» **Problem details**: Find the string "Briarwood" in the data, and copy out each line that has it.

» **Dataset content**:
:::::

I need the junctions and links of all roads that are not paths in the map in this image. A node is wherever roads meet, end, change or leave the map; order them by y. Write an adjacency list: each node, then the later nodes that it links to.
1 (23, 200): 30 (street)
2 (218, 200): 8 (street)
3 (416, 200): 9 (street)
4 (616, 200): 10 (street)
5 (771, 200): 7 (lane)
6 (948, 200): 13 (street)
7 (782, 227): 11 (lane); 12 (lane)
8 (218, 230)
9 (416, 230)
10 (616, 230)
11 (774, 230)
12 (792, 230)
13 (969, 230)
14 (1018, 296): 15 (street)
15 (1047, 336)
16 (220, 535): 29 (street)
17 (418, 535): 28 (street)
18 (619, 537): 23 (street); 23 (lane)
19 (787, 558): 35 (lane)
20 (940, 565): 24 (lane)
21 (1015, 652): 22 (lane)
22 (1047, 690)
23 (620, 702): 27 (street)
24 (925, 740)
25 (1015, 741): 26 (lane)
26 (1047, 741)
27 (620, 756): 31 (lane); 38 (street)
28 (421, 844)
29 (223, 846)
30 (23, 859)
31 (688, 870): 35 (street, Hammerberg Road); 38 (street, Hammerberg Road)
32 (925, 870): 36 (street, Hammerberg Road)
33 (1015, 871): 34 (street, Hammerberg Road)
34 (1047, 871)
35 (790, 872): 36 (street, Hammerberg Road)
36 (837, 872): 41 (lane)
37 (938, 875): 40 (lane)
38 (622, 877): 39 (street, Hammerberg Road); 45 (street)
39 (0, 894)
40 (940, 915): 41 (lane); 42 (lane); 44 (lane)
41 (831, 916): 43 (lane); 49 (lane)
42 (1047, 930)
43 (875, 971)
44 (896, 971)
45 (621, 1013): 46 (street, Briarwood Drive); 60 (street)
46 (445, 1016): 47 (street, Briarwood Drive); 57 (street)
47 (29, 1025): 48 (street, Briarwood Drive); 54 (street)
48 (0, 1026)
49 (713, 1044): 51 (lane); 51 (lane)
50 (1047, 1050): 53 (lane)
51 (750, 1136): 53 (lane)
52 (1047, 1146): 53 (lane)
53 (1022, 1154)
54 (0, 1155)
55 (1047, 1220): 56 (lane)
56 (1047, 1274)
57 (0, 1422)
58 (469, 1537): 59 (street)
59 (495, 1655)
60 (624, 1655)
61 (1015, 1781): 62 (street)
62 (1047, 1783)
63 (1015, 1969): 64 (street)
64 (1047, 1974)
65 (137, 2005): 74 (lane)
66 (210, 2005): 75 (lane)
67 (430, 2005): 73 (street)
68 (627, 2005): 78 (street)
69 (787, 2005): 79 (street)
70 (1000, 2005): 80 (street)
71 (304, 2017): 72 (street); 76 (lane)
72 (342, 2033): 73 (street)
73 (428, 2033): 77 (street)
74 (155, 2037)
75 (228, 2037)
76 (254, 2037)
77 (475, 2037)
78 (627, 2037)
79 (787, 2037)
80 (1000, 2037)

:::::

» **Exercise solution**:
45 (621, 1013): 46 (street, Briarwood Drive); 60 (street)
46 (445, 1016): 47 (street, Briarwood Drive); 57 (street)
47 (29, 1025): 48 (street, Briarwood Drive); 54 (street)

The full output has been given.